Propensity score overlap
Overlay histograms of cross-fitted PS for treated and control. Substantial non-overlap or extreme scores near 0 or 1 indicate trimming is needed. The IPW correction amplifies extreme PS values.
EIF mean check
The efficient influence function (EIF) should have mean zero if the nuisance models are well-specified. A nonzero mean indicates systematic bias — typically from a misspecified outcome or propensity model.
Sensitivity to trimming
Re-estimate the ATE at different propensity trimming thresholds (0.01, 0.05, 0.10). Stable ATE across thresholds supports robustness; instability indicates the estimate depends heavily on extreme-PS units.
library(AIPW)
library(tidyverse)
# 1. Nuisance model fit — check Q and g model performance
# For AIPW objects: access cross-fitted predictions
summary(aipw_obj) # reports nuisance model performance by fold
# 2. Overlap / propensity score distribution
ps <- aipw_obj$obs.est$g.pred # cross-fitted PS estimates
hist(ps, breaks = 40,
main = "Cross-fitted propensity scores",
xlab = "P(A=1|W)")
abline(v = c(0.05, 0.95), lty = 2, col = "red")
# 3. Efficient influence function (EIF) diagnostics
# The EIF should have mean zero and be uncorrelated with X
eif <- aipw_obj$obs.est$aipw.eif1
cat("EIF mean:", round(mean(eif), 5), "\n")
# If far from zero, nuisance models are misfitting
# 4. Sensitivity to propensity trimming
for (trim in c(0.01, 0.05, 0.10)) {
keep <- ps > trim & ps < 1 - trim
cat("Trim:", trim, "| N:", sum(keep),
"| ATE:", round(mean(eif[keep]), 4), "\n")

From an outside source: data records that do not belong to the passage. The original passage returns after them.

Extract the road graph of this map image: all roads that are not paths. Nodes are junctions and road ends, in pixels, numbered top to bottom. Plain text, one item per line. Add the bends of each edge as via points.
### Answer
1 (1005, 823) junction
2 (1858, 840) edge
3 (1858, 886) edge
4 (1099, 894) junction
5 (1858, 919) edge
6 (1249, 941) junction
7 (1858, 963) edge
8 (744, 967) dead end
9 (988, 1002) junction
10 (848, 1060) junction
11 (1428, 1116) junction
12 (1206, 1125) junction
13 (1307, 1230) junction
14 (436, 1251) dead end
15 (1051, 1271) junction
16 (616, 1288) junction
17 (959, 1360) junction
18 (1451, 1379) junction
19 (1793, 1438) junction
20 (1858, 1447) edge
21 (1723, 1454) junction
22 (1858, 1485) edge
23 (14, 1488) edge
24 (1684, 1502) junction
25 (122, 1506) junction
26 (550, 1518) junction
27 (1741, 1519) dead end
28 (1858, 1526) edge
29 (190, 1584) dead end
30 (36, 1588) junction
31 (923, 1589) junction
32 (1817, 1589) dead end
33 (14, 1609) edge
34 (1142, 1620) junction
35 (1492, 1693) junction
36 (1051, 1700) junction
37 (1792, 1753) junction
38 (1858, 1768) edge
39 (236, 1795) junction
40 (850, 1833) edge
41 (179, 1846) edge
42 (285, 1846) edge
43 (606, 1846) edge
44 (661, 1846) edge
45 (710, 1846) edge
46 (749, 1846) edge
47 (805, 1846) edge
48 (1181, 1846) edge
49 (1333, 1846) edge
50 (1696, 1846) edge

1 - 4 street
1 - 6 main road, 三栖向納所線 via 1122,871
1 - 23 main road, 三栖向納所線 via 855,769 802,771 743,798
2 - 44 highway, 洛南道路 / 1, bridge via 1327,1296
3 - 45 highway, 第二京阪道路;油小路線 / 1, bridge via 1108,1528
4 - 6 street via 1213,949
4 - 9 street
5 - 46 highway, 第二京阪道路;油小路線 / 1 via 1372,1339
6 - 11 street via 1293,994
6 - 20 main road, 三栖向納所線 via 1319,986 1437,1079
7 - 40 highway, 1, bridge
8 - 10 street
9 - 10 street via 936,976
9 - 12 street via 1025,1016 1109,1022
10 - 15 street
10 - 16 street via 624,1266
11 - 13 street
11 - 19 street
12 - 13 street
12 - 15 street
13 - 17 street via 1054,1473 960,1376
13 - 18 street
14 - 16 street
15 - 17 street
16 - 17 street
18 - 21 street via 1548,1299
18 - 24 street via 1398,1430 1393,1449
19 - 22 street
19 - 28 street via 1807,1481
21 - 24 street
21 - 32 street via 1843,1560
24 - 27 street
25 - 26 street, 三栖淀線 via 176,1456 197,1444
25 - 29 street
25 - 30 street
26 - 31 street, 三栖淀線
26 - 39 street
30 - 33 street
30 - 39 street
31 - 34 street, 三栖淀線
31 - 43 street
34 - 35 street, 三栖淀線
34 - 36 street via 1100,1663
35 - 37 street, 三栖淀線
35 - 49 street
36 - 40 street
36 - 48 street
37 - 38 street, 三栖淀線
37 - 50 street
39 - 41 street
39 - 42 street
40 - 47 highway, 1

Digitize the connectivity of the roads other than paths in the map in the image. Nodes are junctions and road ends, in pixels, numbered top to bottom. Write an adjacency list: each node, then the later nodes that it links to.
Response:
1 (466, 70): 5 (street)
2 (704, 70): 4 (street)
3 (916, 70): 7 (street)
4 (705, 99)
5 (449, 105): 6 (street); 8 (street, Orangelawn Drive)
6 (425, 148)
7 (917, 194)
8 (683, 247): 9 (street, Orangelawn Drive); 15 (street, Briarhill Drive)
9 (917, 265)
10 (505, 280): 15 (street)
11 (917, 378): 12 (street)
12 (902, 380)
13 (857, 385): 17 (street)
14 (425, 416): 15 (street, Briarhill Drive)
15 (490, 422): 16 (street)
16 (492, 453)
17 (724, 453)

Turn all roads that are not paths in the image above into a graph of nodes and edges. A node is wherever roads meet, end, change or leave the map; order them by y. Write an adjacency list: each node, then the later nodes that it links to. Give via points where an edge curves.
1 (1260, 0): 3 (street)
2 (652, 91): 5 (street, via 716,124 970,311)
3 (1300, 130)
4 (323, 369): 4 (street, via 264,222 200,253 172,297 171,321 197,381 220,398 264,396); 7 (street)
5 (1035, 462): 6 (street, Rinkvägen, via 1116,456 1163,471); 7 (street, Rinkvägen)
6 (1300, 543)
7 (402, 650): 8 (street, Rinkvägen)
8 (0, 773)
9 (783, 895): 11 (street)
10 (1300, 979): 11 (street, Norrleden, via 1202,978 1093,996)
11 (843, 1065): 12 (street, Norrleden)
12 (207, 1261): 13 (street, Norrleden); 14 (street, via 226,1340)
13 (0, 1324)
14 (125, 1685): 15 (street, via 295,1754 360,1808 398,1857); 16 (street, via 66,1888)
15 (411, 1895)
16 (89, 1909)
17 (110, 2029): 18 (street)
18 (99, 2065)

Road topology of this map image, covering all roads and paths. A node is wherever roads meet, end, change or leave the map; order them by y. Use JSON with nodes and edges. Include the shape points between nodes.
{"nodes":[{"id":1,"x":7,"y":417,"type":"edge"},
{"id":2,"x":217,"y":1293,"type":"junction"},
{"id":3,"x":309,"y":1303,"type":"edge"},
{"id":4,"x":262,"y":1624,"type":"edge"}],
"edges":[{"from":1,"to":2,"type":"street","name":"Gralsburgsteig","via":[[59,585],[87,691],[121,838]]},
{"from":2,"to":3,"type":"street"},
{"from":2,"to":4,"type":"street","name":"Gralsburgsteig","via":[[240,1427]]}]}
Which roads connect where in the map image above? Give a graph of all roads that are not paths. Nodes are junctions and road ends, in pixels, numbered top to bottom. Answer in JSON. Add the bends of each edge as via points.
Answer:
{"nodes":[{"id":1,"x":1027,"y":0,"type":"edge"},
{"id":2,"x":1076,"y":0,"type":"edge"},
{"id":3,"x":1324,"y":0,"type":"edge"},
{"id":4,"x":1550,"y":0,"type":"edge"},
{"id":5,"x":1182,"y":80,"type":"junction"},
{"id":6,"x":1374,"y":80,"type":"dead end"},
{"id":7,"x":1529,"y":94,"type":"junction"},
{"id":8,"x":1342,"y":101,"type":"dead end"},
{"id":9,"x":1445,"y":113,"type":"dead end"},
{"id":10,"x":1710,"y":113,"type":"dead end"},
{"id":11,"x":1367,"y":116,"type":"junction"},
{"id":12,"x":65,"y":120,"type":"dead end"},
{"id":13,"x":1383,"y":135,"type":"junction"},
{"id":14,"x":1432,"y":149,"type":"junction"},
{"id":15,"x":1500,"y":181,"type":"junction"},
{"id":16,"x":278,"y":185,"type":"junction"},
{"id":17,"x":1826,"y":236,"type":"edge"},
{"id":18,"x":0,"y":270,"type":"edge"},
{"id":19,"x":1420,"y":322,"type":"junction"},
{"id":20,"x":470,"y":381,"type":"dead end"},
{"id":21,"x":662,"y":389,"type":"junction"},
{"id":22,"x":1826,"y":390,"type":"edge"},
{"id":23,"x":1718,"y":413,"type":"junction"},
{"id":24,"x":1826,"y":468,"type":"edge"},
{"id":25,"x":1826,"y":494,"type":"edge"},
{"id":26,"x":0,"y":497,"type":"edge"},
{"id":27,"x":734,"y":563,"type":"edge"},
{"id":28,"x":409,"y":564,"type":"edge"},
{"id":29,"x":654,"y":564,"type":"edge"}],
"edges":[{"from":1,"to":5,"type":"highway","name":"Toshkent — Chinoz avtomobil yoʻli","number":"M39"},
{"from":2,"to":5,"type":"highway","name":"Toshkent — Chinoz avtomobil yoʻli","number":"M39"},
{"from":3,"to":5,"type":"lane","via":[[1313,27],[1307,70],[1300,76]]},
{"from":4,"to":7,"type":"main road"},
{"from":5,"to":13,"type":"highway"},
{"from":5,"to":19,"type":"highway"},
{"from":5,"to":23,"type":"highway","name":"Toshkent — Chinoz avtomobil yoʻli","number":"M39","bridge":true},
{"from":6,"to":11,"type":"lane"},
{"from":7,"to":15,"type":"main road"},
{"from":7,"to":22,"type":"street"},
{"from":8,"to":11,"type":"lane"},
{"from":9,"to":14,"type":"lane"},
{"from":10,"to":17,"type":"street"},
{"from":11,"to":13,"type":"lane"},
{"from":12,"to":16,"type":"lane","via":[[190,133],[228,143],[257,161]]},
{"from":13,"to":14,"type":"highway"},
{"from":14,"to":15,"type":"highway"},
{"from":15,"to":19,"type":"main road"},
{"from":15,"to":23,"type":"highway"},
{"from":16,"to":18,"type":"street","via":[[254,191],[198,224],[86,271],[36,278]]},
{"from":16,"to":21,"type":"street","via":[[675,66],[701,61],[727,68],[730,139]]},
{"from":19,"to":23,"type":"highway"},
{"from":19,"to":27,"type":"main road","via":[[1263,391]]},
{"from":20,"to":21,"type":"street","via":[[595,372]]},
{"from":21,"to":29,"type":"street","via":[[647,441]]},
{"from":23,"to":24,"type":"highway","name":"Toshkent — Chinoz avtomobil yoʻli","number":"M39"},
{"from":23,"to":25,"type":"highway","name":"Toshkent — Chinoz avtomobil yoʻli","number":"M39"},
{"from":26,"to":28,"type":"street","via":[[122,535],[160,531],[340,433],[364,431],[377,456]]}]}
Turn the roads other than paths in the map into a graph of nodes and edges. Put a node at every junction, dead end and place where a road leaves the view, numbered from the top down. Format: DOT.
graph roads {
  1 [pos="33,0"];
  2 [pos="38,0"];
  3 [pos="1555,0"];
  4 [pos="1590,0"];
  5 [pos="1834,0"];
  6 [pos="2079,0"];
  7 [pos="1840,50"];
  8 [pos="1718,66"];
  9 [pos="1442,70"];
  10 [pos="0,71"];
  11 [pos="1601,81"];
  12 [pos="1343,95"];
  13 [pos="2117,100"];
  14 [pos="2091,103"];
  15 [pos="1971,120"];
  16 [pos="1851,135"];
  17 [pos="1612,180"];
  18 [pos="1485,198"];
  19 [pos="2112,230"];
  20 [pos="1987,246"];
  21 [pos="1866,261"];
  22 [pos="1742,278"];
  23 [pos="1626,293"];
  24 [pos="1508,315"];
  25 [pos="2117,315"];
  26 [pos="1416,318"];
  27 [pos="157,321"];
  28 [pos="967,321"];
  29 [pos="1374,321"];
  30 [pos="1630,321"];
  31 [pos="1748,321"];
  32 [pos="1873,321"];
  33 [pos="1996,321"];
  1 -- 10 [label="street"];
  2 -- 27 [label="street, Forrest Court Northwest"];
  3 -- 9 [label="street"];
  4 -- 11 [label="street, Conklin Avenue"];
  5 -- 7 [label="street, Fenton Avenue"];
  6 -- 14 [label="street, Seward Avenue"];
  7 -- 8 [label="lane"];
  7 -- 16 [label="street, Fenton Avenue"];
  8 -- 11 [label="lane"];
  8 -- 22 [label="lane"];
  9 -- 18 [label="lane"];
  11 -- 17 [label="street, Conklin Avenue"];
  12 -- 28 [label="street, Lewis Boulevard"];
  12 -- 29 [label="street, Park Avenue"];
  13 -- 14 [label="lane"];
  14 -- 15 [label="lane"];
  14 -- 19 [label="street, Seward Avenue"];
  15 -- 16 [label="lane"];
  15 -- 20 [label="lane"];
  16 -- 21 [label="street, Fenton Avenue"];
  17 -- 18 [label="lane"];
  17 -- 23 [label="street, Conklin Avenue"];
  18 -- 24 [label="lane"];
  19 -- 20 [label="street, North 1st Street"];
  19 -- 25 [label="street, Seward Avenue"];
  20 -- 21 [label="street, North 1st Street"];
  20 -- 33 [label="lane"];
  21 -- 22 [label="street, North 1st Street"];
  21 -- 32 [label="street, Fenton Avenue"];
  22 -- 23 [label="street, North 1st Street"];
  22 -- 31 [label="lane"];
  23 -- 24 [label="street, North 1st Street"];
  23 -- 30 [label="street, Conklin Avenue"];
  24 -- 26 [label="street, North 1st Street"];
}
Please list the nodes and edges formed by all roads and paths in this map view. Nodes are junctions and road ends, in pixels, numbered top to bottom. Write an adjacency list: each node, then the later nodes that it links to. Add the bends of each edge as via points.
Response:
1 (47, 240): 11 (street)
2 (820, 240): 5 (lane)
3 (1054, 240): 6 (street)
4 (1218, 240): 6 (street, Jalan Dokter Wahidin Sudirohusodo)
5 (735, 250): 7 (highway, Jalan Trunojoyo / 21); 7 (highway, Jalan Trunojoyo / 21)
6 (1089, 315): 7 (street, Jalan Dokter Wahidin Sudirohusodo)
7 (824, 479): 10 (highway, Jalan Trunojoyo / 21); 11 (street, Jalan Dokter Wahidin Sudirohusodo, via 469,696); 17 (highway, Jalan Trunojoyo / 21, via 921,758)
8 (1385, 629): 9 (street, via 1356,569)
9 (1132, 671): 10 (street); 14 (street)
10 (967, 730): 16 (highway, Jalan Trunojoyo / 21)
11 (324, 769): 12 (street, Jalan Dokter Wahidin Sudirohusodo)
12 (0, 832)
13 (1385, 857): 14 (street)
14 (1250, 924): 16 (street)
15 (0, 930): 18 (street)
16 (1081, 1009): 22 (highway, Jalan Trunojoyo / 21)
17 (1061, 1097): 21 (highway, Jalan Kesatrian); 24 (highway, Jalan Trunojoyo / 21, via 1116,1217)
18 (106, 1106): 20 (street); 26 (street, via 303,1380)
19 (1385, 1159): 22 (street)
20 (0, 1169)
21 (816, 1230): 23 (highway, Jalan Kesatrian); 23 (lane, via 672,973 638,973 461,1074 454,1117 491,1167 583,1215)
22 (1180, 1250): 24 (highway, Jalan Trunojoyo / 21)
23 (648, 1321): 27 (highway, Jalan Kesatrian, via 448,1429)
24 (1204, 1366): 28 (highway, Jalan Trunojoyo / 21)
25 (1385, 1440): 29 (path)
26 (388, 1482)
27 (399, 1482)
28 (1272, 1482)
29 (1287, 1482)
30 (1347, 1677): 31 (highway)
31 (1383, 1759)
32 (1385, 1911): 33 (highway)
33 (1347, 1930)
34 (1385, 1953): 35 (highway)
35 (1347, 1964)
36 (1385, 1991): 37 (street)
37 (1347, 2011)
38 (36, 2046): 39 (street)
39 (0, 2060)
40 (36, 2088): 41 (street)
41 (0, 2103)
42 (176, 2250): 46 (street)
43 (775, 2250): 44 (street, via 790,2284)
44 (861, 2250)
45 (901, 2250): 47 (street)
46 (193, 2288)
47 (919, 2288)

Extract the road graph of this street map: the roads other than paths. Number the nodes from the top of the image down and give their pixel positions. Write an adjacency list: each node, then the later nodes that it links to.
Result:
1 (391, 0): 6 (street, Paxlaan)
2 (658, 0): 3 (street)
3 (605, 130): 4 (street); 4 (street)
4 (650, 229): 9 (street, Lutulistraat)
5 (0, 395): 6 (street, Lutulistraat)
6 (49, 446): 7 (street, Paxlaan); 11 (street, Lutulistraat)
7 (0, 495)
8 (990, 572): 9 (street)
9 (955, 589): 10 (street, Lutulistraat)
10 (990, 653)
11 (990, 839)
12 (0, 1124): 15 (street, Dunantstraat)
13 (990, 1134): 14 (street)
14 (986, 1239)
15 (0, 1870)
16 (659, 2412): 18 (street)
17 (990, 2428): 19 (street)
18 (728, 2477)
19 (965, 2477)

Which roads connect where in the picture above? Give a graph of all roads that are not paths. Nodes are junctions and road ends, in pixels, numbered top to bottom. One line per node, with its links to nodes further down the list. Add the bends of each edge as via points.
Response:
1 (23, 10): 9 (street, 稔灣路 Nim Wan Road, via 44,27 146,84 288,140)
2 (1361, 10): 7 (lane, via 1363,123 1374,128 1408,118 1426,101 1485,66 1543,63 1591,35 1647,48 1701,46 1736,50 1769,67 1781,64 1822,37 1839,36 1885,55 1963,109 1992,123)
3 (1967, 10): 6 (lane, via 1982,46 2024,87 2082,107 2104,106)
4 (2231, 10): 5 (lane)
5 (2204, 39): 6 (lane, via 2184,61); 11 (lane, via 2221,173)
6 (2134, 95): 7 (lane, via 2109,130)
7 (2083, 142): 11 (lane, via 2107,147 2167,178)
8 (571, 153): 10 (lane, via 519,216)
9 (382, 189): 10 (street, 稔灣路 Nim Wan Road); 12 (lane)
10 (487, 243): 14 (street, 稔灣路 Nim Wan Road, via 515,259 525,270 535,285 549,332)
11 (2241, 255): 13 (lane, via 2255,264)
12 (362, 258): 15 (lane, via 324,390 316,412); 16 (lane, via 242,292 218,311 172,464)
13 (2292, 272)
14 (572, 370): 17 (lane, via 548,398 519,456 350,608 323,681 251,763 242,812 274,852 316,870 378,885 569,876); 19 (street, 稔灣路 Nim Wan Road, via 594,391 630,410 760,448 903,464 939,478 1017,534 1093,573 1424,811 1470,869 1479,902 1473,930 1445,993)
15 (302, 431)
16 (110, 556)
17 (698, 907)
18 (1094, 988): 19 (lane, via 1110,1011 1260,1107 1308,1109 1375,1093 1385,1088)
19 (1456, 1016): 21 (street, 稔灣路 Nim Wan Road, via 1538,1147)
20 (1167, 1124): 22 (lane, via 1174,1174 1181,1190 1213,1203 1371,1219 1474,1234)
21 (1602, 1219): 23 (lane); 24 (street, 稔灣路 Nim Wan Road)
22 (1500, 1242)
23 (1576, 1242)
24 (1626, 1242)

}My AIPW ATE differs from IPW — which should I trust?
AIPW is generally preferred. If both nuisance models are well-specified, AIPW is more efficient than IPW. If the propensity model is misspecified, the outcome model augmentation in AIPW provides a correction that IPW lacks. The AIPW estimate is consistent under a weaker requirement — you need either model right, not both.
What does it mean for one nuisance model to be 'correctly specified'?
In a nonparametric setting, a model is correctly specified if it converges to the true conditional expectation as sample size grows. With flexible ML learners — random forests, lasso — this is plausible under smoothness or sparsity conditions. It does not require the model to be exactly right in small samples, only that it gets better with more data.
My DR learner CATEs and my causal forest CATEs are different — why?
They solve the same problem but differently. The DR learner regresses the DR pseudo-outcome Ψ on X using a final model — if that model is linear (LinearDRLearner), it estimates the best linear projection of the CATE onto X. The causal forest finds nonparametric local estimates. Agreement is a good sign; divergence suggests the effect surface is nonlinear in ways the final model of the DR learner doesn't capture.
Should I use AIPW, DML, or causal forest for my analysis?
Use AIPW when you want a doubly robust ATE estimate and interpretability of which model is doing the work. Use DML (PLR) when treatment is continuous or you want the Neyman-orthogonal framework explicitly. Use causal forest when HTE is the primary interest and you want nonparametric CATE estimates with honest confidence intervals. For a rigorous analysis, estimate all three and compare — agreement across methods strengthens credibility.